Das Bürgerbegehren richtete sich gegen die mögliche Errichtung von zwei 155 Meter hohen Gebäuden auf dem PaketPost-Areal in München. Ein entsprechender Bebauungsplan wird gerade aufgestellt. Die Vertreter des Bürgerbegehrens reichten bei der Stadt Unterschriftenlisten ein und beantragten einen Bürgerentscheid mit folgender Frage: "Sind Sie dafür, dass die Stadt München alle rechtlich zulässigen Maßnahmen ergreift, damit in Neuhausen im Umfeld der Paketposthalle KEIN Hochhaus gebaut wird, das über 60 Meter hoch ist?" Sodann wurden die Grundstücke näher bezeichnet und der Antrag begründet.
Die Stadt München wies das Bürgerbegehren als unzulässig zurück und entschied, den beantragten Bürgerentscheid nicht durchzuführen. Die Vertreter des Bürgerbegehrens stellten einen Eilantrag – ohne Erfolg.
Was hätte die Stadt tun müssen?
Wie schon das VG München, entschied jetzt auch der VGH: Die vom Bürgerbegehren gewählte Fragestellung sei nicht bestimmt genug, der Stadtrat könne sie im Erfolgsfall nicht vollziehen (Beschluss vom 16.01.2026 – 4 CE 25.2059, unanfechtbar). Für die Auslegung sei allein die Fragestellung maßgeblich, nicht die Begründung des Bürgerbegehrens. Denn letztere liege den Abstimmenden im Rahmen eines späteren Bürgerentscheids nicht mehr vor.

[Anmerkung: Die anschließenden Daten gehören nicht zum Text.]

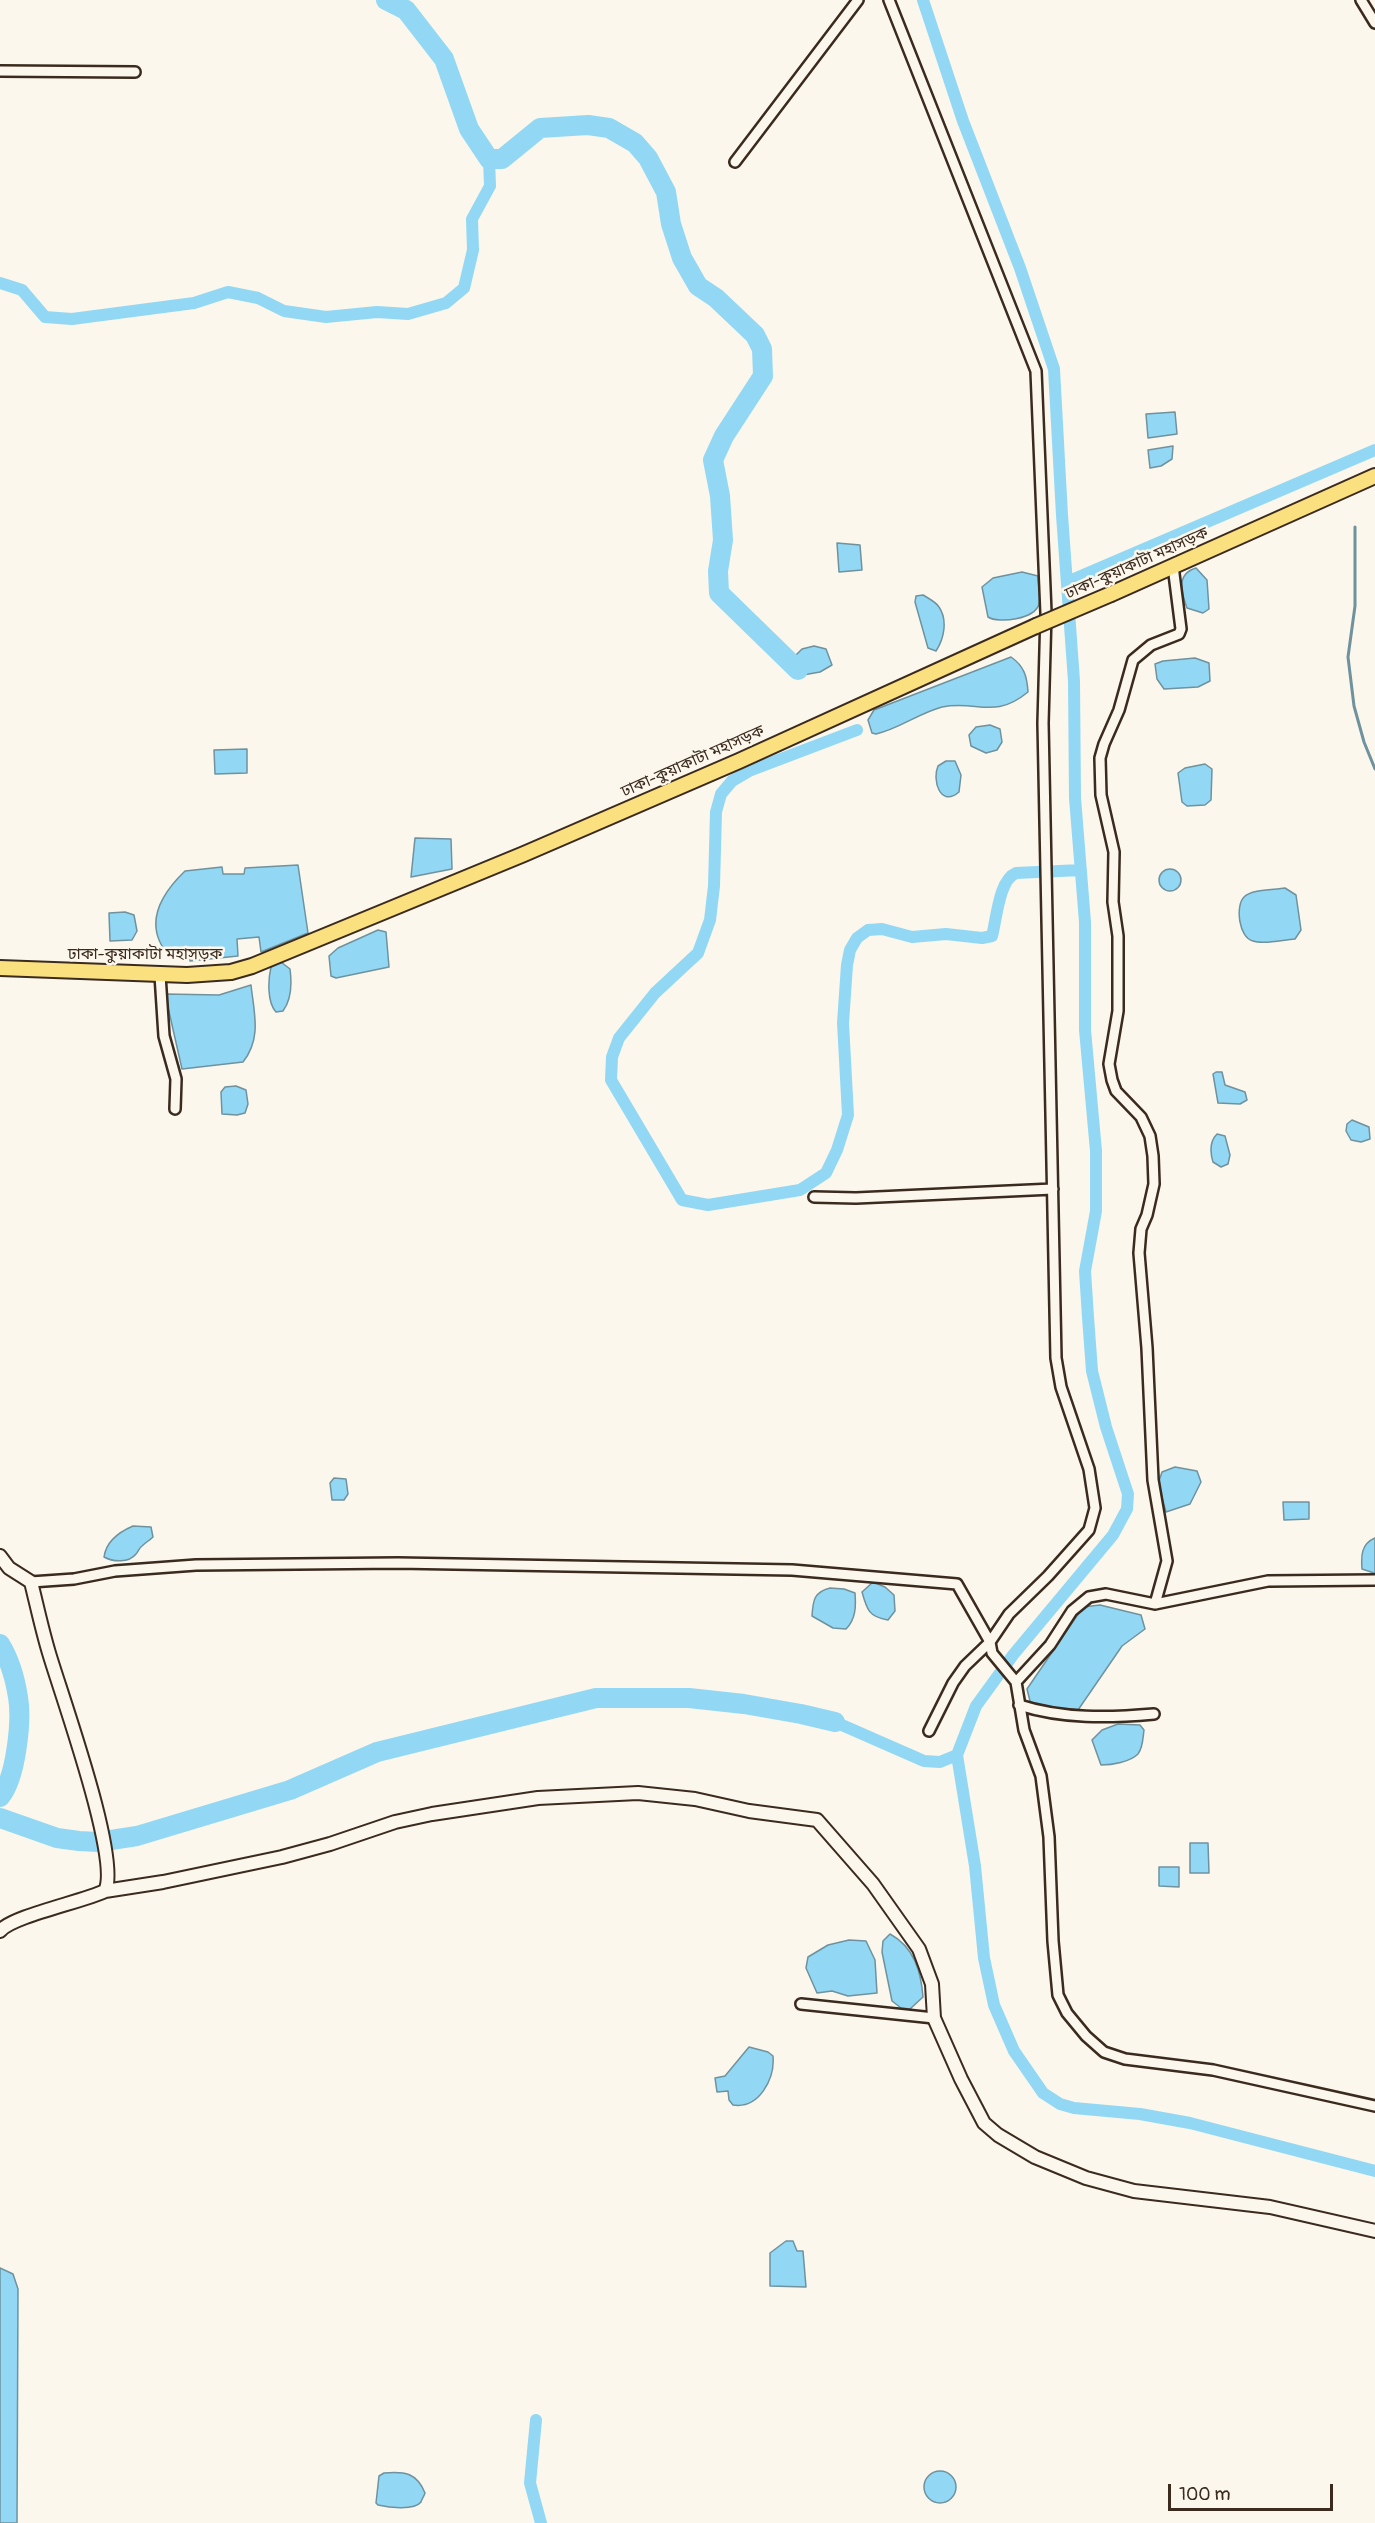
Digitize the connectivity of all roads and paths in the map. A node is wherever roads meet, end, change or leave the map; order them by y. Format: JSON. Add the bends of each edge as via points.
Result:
{"nodes":[{"id":1,"x":858,"y":0,"type":"edge"},
{"id":2,"x":889,"y":0,"type":"edge"},
{"id":3,"x":1361,"y":0,"type":"edge"},
{"id":4,"x":1375,"y":23,"type":"edge"},
{"id":5,"x":0,"y":72,"type":"edge"},
{"id":6,"x":135,"y":72,"type":"dead end"},
{"id":7,"x":735,"y":162,"type":"dead end"},
{"id":8,"x":1375,"y":476,"type":"edge"},
{"id":9,"x":1173,"y":566,"type":"junction"},
{"id":10,"x":0,"y":968,"type":"edge"},
{"id":11,"x":160,"y":975,"type":"junction"},
{"id":12,"x":175,"y":1109,"type":"dead end"},
{"id":13,"x":1053,"y":1189,"type":"junction"},
{"id":14,"x":814,"y":1197,"type":"dead end"},
{"id":15,"x":0,"y":1556,"type":"edge"},
{"id":16,"x":1375,"y":1580,"type":"edge"},
{"id":17,"x":31,"y":1582,"type":"junction"},
{"id":18,"x":1155,"y":1604,"type":"junction"},
{"id":19,"x":990,"y":1642,"type":"junction"},
{"id":20,"x":1016,"y":1682,"type":"junction"},
{"id":21,"x":1019,"y":1705,"type":"junction"},
{"id":22,"x":1154,"y":1714,"type":"dead end"},
{"id":23,"x":929,"y":1731,"type":"dead end"},
{"id":24,"x":105,"y":1891,"type":"junction"},
{"id":25,"x":0,"y":1930,"type":"edge"},
{"id":26,"x":801,"y":2004,"type":"dead end"},
{"id":27,"x":934,"y":2018,"type":"junction"},
{"id":28,"x":1375,"y":2106,"type":"edge"},
{"id":29,"x":1375,"y":2231,"type":"edge"}],
"edges":[{"from":1,"to":7,"type":"street"},
{"from":2,"to":13,"type":"street","via":[[1036,371],[1046,613],[1042,723]]},
{"from":3,"to":4,"type":"street"},
{"from":5,"to":6,"type":"street"},
{"from":8,"to":9,"type":"main road","name":"ঢাকা-কুয়াকাটা মহাসড়ক"},
{"from":9,"to":11,"type":"main road","name":"ঢাকা-কুয়াকাটা মহাসড়ক","bridge":true,"via":[[524,854],[252,966],[207,975]]},
{"from":9,"to":18,"type":"street","via":[[1181,629],[1179,634],[1151,645],[1133,660],[1100,758],[1101,795],[1114,852],[1113,902],[1118,936],[1118,1011],[1109,1064],[1116,1091],[1141,1117],[1150,1136],[1153,1156],[1154,1184],[1141,1228],[1139,1253],[1148,1348],[1153,1480],[1167,1561]]},
{"from":10,"to":11,"type":"main road","name":"ঢাকা-কুয়াকাটা মহাসড়ক"},
{"from":11,"to":12,"type":"street","via":[[164,1036],[176,1079]]},
{"from":13,"to":14,"type":"street"},
{"from":13,"to":19,"type":"street","via":[[1056,1358],[1061,1387],[1089,1469],[1095,1508],[1089,1530],[1009,1614]]},
{"from":15,"to":17,"type":"street","via":[[9,1568]]},
{"from":16,"to":18,"type":"street","via":[[1268,1581]]},
{"from":17,"to":19,"type":"street","via":[[115,1571],[263,1563],[792,1570],[957,1584]]},
{"from":17,"to":24,"type":"street","via":[[99,1814],[109,1879]]},
{"from":18,"to":20,"type":"street","via":[[1106,1594],[1089,1597],[1072,1611],[1050,1645]]},
{"from":19,"to":20,"type":"street","via":[[992,1653]]},
{"from":19,"to":23,"type":"street","via":[[953,1683]]},
{"from":20,"to":21,"type":"street"},
{"from":21,"to":22,"type":"street","via":[[1081,1717]]},
{"from":21,"to":28,"type":"street","via":[[1041,1776],[1049,1837],[1058,1995],[1086,2036],[1104,2052],[1125,2059],[1213,2070]]},
{"from":24,"to":25,"type":"street","via":[[13,1921]]},
{"from":24,"to":27,"type":"street","via":[[282,1857],[432,1814],[538,1798],[638,1793],[695,1799],[817,1820],[873,1884],[919,1949],[932,1984]]},
{"from":26,"to":27,"type":"street"},
{"from":27,"to":29,"type":"street","via":[[984,2123],[1035,2157],[1086,2178],[1134,2191],[1270,2207]]}]}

Zwar könnten mit einem Bürgerbegehren auch Grundsatzentscheidungen über ein Bauvorhaben abgefragt werden. Für die abstimmenden Bürgerinnen und Bürger müsse sich aber schon aus der Frage selbst ergeben, zu welchen Maßnahmen die Stadt München im Fall des Erfolgs des Bürgerentscheids verpflichtet wäre. Daran fehle es hier. Das Bürgerbegehren lasse vielmehr in der Frage bewusst unerwähnt, dass es für das Vorhaben ein Bebauungsplanverfahren gebe. Es sei unklar, ob die Frage darauf abziele, dass das Planungsverfahren eingestellt oder geändert wird, oder ob das Ziel einer Höhenbegrenzung anders erreicht werden soll. In Betracht komme dafür etwa auch der Versuch der Stadt, die Flächen zu erwerben und sodann selbst zu bebauen.